I am trying to find a way to list these and remove the duplicate 14 character (that comes before the _1-_6).
Example of part of the list:
HN5ML6A02FL4UI_3
HN5ML6A02FL4UI_1
HN5ML6A01BDVDN_6
HN5ML6A01BDVDN_1
HN5ML6A02GVTSV_3
HN5ML6A01CUDA2_1
HN5ML6A01CUDA2_5
HN5ML6A02JPGQ9_5
HN5ML6A02JI8VU_1
HN5ML6A01AJOJU_5
I have tried versions of scripts using Reg Expressions: var n = /\d+/.exec(info)[0];
into the following that were posted into my previous question. and
I also used a modified version of the code from : How can I strip the first 14 characters in an list element using python?
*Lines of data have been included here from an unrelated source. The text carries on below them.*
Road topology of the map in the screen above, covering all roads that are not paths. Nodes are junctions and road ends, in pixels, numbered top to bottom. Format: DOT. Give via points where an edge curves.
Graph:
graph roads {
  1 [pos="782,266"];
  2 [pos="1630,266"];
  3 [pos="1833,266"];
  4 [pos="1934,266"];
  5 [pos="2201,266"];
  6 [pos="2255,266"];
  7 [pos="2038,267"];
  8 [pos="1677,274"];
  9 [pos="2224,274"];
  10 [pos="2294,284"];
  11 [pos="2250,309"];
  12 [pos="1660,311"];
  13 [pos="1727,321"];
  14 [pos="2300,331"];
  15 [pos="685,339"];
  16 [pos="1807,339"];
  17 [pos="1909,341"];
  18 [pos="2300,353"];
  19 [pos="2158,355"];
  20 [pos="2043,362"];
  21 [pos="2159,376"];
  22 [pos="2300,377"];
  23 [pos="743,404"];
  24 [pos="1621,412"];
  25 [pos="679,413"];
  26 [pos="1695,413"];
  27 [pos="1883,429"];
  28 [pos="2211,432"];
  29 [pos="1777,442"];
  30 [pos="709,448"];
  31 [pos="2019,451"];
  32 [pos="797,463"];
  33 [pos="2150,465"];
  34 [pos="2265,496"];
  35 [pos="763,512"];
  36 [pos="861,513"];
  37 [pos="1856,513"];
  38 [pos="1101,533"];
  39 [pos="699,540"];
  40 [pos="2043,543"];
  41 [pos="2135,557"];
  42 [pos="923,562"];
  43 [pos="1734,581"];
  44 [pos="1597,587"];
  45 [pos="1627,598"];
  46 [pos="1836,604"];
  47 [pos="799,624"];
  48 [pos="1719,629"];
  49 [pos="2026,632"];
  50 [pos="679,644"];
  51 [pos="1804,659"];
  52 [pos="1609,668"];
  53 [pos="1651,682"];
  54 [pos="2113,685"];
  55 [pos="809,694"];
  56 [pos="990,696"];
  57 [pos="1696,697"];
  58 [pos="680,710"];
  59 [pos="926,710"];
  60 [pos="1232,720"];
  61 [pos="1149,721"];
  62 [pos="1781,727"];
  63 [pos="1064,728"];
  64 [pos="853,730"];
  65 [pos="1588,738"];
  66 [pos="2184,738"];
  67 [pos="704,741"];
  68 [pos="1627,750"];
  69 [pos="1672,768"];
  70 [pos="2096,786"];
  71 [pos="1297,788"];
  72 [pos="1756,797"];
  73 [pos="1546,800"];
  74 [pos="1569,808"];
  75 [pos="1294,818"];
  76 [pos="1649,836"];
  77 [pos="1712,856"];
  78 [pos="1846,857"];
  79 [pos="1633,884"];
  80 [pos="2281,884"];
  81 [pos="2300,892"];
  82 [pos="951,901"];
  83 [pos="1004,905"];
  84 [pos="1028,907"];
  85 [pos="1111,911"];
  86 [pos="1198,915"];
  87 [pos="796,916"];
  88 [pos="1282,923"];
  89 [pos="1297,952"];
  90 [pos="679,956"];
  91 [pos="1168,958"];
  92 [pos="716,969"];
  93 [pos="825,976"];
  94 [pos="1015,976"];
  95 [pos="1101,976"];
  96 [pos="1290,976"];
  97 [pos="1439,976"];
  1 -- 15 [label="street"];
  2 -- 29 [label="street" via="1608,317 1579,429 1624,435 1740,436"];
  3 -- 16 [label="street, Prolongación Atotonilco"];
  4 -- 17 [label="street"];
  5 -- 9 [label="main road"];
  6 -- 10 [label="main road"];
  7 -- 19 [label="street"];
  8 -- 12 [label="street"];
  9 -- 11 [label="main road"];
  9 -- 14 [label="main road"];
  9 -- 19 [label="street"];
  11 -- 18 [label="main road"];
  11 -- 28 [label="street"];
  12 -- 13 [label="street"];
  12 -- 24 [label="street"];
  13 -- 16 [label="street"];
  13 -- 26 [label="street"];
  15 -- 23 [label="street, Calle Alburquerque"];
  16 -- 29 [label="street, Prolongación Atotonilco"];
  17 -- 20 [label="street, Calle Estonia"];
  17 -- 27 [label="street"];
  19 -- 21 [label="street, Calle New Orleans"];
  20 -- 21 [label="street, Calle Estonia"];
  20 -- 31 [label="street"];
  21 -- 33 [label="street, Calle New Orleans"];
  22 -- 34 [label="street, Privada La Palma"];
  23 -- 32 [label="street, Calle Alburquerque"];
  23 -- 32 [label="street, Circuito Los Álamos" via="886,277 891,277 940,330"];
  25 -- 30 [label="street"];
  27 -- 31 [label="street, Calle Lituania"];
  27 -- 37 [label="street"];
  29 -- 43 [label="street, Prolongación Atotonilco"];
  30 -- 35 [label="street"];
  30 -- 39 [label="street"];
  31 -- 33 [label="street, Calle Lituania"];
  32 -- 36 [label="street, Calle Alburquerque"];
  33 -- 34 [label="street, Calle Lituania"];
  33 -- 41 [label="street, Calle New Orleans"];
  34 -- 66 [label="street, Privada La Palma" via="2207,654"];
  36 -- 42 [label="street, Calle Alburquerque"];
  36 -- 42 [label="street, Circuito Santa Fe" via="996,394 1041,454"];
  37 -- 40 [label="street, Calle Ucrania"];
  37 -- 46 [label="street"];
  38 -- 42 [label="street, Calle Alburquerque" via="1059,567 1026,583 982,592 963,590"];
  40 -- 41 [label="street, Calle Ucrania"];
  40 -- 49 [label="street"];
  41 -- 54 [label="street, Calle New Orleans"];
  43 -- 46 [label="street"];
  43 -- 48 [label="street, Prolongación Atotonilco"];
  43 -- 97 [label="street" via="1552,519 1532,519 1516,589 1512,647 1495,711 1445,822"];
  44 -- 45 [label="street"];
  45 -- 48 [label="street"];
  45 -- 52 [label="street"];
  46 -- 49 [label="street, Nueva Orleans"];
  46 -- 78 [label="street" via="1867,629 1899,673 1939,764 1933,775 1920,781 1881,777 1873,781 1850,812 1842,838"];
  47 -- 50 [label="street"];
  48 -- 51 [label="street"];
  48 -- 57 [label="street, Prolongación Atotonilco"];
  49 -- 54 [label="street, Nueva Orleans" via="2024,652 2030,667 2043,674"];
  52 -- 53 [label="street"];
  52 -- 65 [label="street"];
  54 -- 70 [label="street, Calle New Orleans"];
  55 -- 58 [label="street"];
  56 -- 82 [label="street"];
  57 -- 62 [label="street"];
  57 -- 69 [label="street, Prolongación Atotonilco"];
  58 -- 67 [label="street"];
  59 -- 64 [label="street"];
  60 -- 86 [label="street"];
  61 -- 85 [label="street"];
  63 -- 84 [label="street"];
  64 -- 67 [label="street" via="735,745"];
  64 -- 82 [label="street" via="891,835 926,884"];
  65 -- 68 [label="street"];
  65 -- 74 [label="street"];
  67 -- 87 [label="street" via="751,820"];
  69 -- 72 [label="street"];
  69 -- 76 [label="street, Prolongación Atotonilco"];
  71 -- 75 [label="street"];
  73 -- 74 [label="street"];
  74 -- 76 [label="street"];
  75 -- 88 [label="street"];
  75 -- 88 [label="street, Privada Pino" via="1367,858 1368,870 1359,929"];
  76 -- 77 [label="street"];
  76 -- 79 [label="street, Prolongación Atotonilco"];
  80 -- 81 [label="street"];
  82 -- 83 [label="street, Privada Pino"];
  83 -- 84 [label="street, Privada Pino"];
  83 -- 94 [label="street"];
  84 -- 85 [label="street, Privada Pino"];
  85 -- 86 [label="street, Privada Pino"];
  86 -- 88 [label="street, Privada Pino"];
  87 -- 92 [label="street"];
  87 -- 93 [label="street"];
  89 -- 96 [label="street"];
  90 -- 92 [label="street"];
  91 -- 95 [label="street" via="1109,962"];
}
More recently I used this script and I am still not getting the correct output.
import os, re
def trunclist('rhodopsins_play', 'hope4'):
with open('rhodopsins_play','r') as f:
newlist=[]
trunclist=[]
for line in f:
if line.strip().split('_')[0] not in trunclist:
newlist.append(line)
trunclist.append(line.split('_')[0])
print newlist, trunclist
# write newlist to file, with carriage returns
with open('hope4','w') as out:
for line in newlist:
out.write(line)
My inputfile.txt contains more than 10k of data which looks like the list above, where the important part are the characters are in front of the '_' (underscore), then outputting a file of the uniquified ABCD12356_1
.
Can someone help?
Thank you for your help